Once "Trace all roads that are not paths in the picture above" turns up in a line below, reproduce that line and those after it exactly, stopping after the line with "Trace all roads that are not paths in the picture as"; leave pictures out.

Top of PROVIDED DATA

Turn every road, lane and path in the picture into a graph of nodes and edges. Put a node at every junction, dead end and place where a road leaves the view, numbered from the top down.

Bottom of PROVIDED DATA
Top of PROVIDED DATA

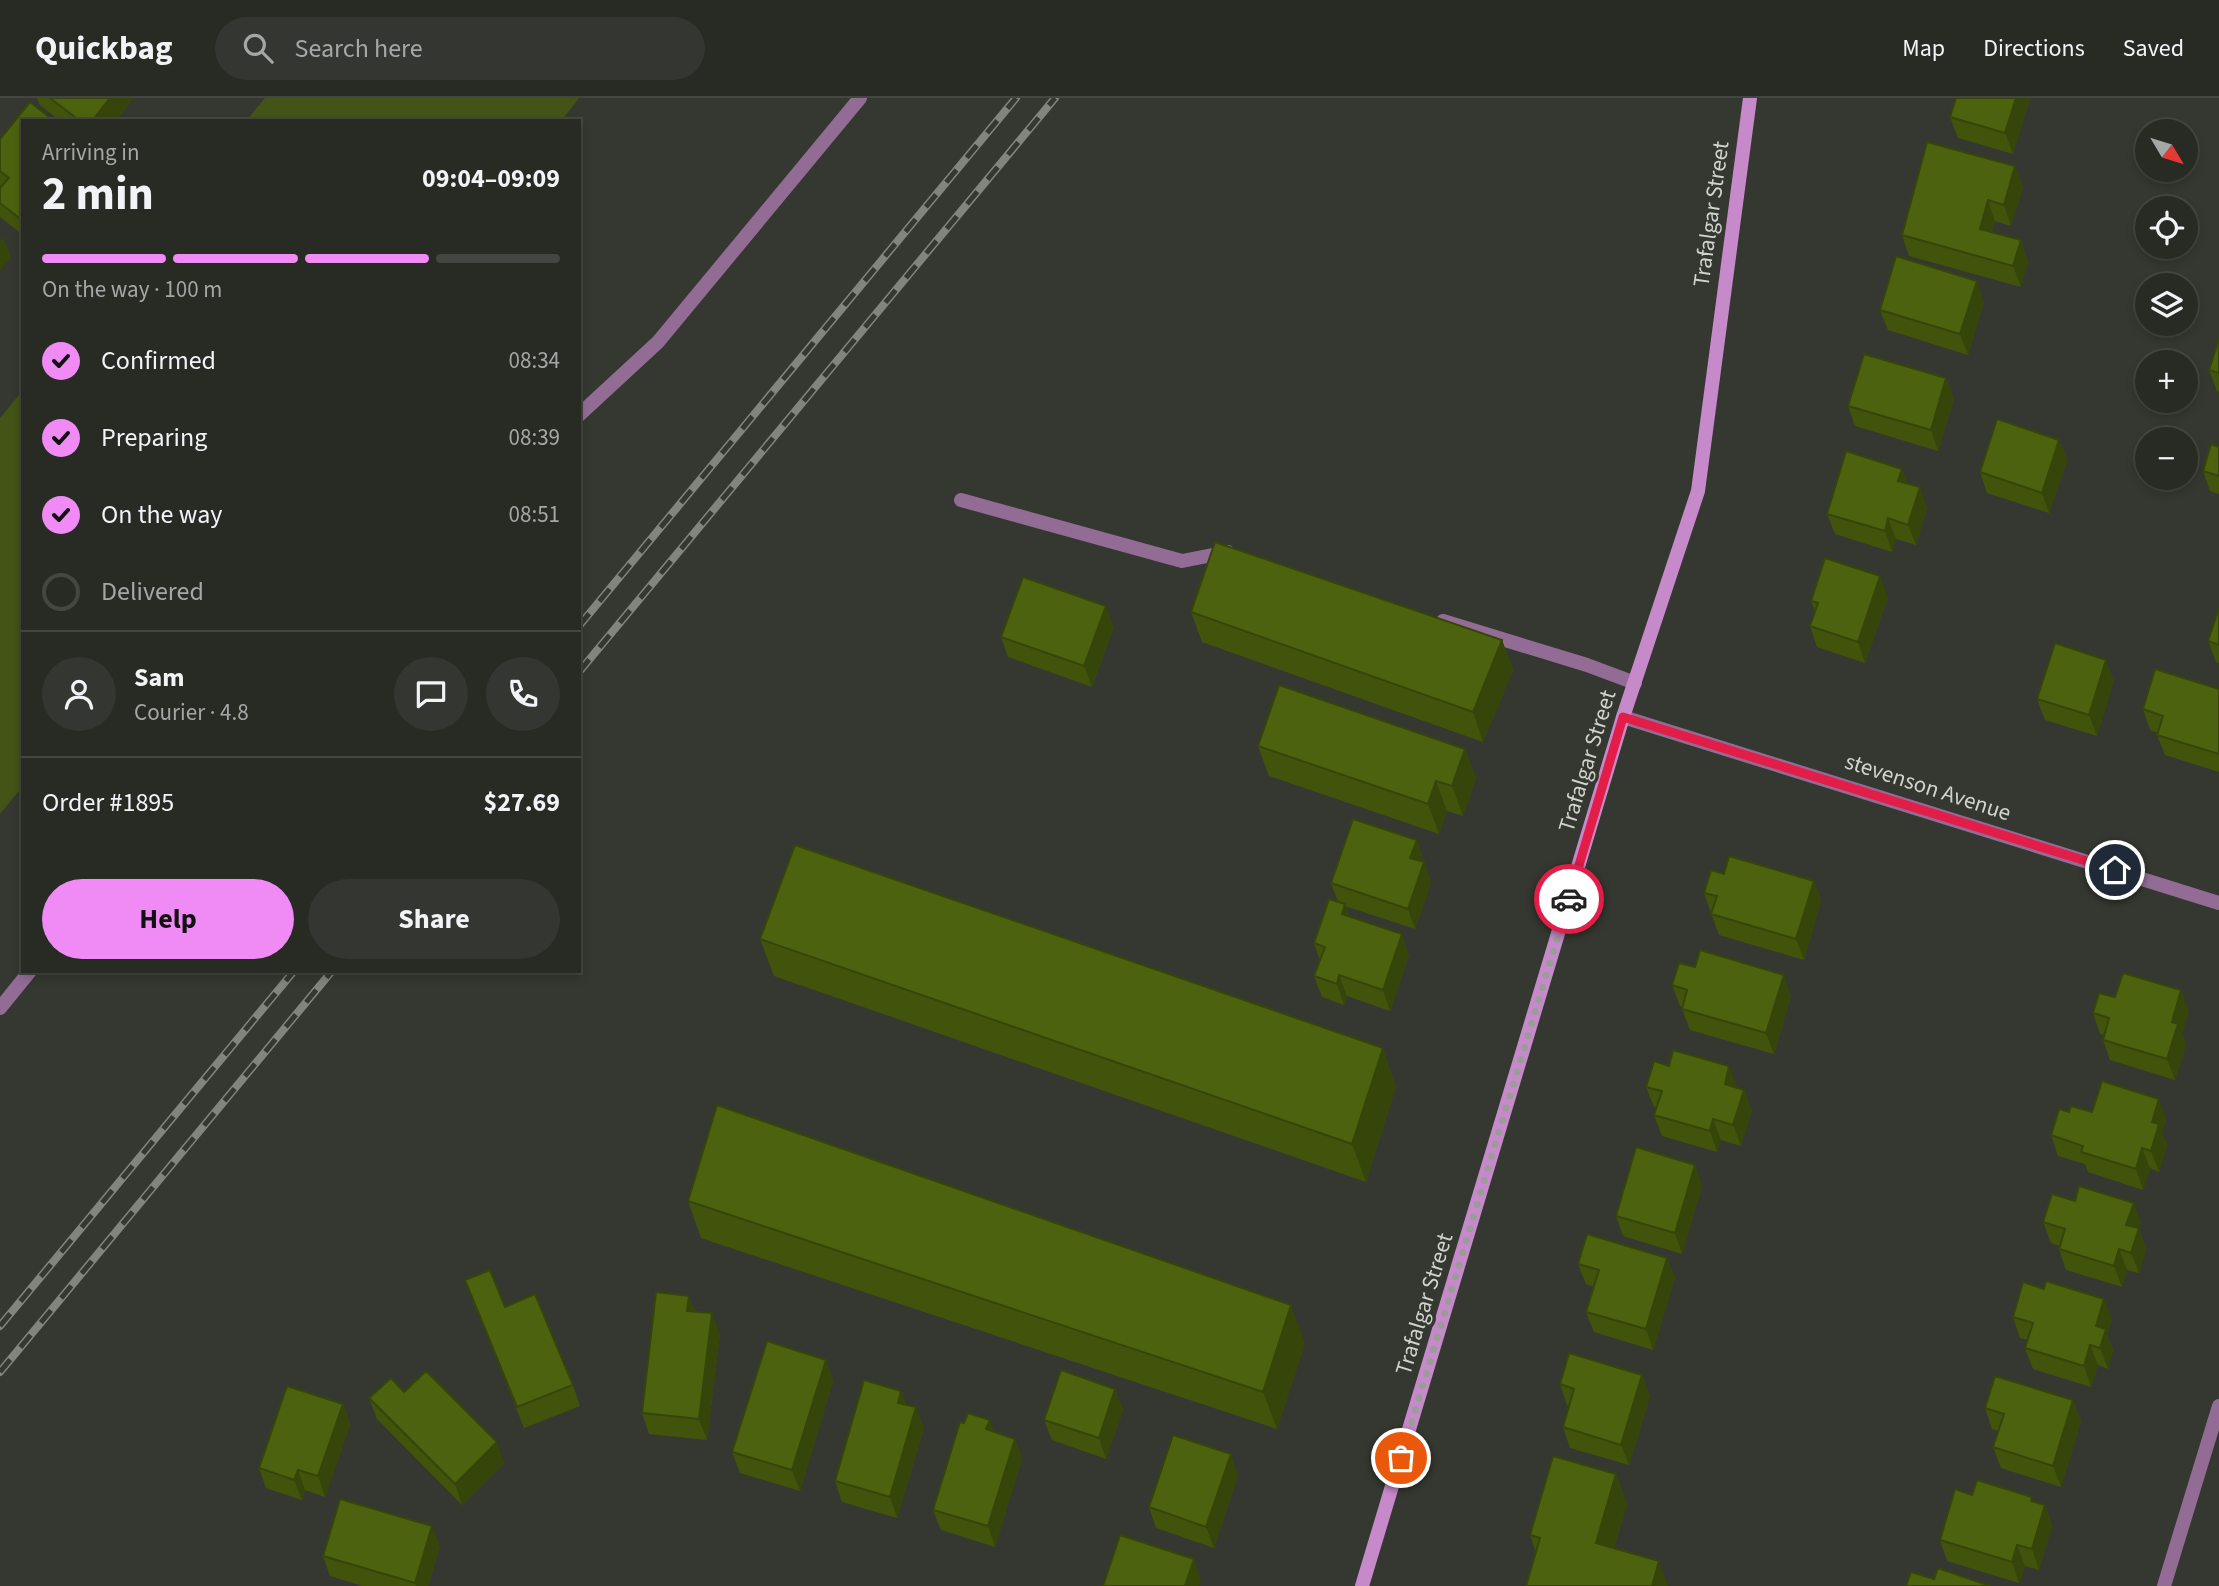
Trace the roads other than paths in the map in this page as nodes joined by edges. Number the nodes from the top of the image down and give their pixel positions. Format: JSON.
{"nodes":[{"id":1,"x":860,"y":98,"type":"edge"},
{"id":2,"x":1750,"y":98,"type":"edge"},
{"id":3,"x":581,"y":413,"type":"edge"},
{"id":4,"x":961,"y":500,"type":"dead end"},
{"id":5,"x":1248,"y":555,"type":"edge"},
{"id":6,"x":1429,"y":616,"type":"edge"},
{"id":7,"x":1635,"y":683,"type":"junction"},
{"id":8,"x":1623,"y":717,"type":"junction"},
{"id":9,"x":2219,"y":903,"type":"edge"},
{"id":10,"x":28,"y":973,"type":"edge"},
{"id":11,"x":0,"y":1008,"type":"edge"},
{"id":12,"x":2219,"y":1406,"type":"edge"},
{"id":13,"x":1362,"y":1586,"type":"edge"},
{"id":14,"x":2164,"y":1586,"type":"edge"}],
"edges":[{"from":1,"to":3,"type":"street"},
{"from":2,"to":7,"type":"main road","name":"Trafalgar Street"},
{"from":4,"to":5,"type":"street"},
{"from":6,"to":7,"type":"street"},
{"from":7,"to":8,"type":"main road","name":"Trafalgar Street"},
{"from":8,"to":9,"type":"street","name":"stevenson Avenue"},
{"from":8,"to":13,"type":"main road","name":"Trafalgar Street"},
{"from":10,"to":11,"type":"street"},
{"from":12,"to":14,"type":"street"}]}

Bottom of PROVIDED DATA
Top of PROVIDED DATA

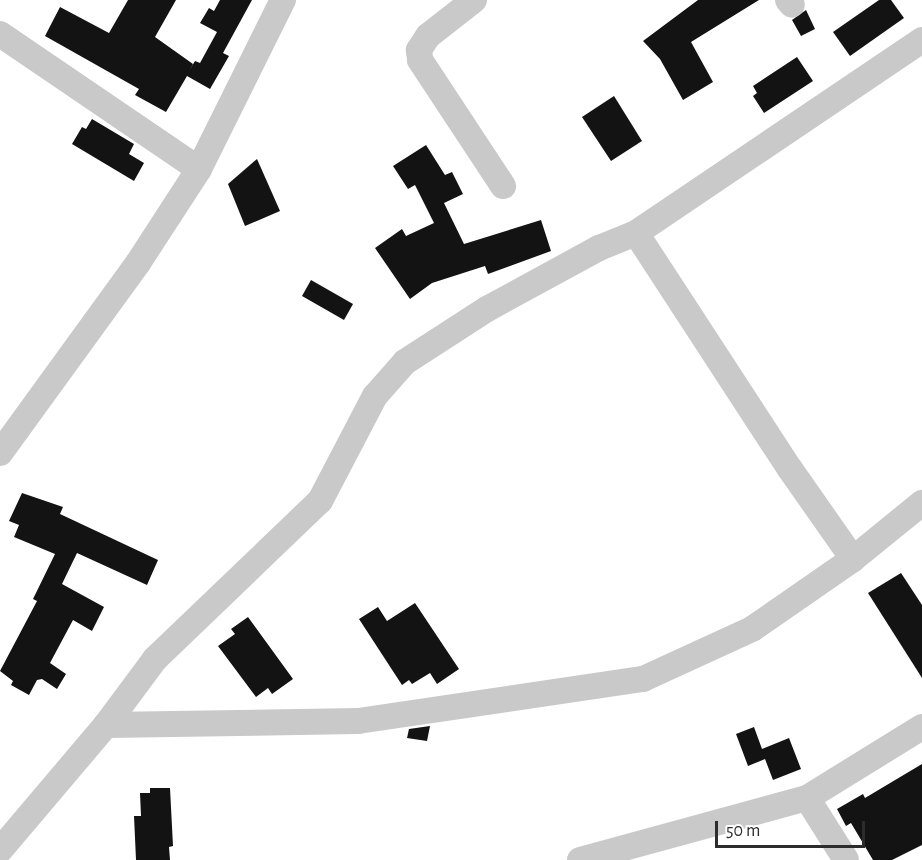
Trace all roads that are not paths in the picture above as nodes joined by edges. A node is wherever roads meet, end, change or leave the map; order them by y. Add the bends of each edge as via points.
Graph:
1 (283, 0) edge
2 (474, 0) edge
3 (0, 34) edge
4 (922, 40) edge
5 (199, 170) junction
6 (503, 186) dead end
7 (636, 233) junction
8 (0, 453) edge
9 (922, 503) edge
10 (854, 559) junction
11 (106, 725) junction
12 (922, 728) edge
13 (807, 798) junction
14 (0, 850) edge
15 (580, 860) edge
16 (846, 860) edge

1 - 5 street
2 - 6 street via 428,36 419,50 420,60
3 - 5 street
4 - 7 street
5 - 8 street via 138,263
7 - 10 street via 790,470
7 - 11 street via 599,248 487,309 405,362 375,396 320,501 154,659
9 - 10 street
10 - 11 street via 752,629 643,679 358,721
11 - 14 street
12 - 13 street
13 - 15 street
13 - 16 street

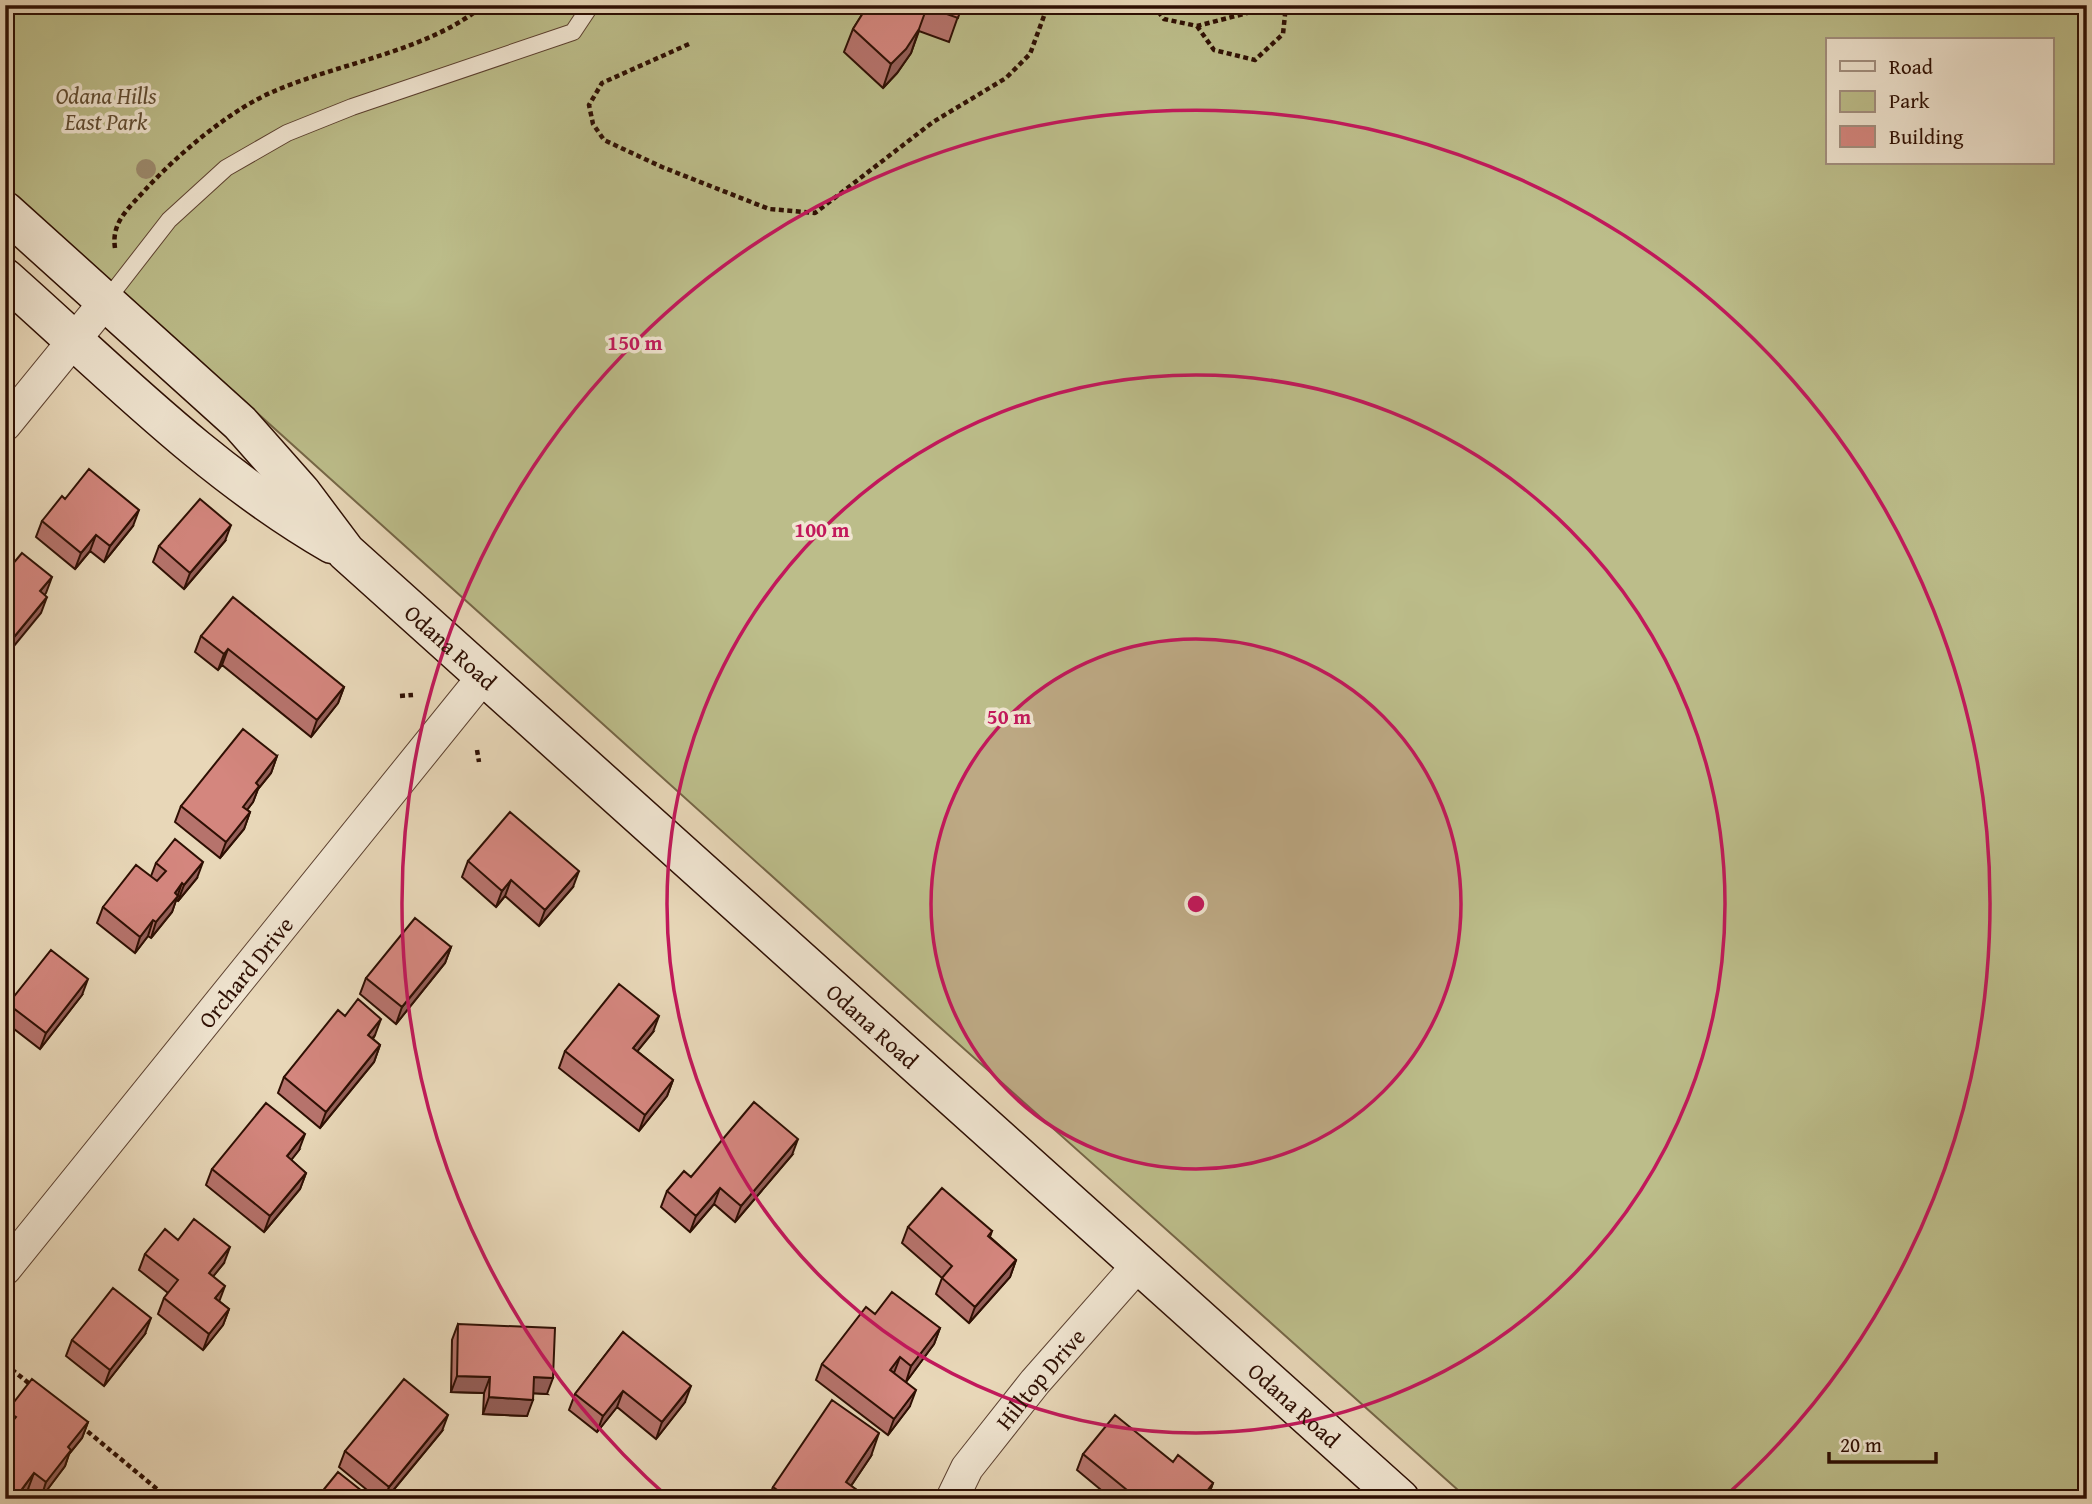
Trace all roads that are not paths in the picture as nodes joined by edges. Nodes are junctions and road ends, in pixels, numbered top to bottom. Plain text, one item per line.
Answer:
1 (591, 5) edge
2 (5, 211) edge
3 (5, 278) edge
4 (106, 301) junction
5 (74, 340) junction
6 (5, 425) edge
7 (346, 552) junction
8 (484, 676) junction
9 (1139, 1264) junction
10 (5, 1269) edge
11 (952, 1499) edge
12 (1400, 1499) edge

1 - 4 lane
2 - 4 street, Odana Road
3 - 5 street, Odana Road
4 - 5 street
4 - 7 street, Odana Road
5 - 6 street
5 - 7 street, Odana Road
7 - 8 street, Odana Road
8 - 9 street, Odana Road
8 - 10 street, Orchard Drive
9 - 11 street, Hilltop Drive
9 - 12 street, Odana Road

Bottom of PROVIDED DATA

WRITTEN RESPONSE:
Trace all roads that are not paths in the picture above as nodes joined by edges. A node is wherever roads meet, end, change or leave the map; order them by y. Add the bends of each edge as via points.
Graph:
1 (283, 0) edge
2 (474, 0) edge
3 (0, 34) edge
4 (922, 40) edge
5 (199, 170) junction
6 (503, 186) dead end
7 (636, 233) junction
8 (0, 453) edge
9 (922, 503) edge
10 (854, 559) junction
11 (106, 725) junction
12 (922, 728) edge
13 (807, 798) junction
14 (0, 850) edge
15 (580, 860) edge
16 (846, 860) edge

1 - 5 street
2 - 6 street via 428,36 419,50 420,60
3 - 5 street
4 - 7 street
5 - 8 street via 138,263
7 - 10 street via 790,470
7 - 11 street via 599,248 487,309 405,362 375,396 320,501 154,659
9 - 10 street
10 - 11 street via 752,629 643,679 358,721
11 - 14 street
12 - 13 street
13 - 15 street
13 - 16 street

Trace all roads that are not paths in the picture as nodes joined by edges. Nodes are junctions and road ends, in pixels, numbered top to bottom. Plain text, one item per line.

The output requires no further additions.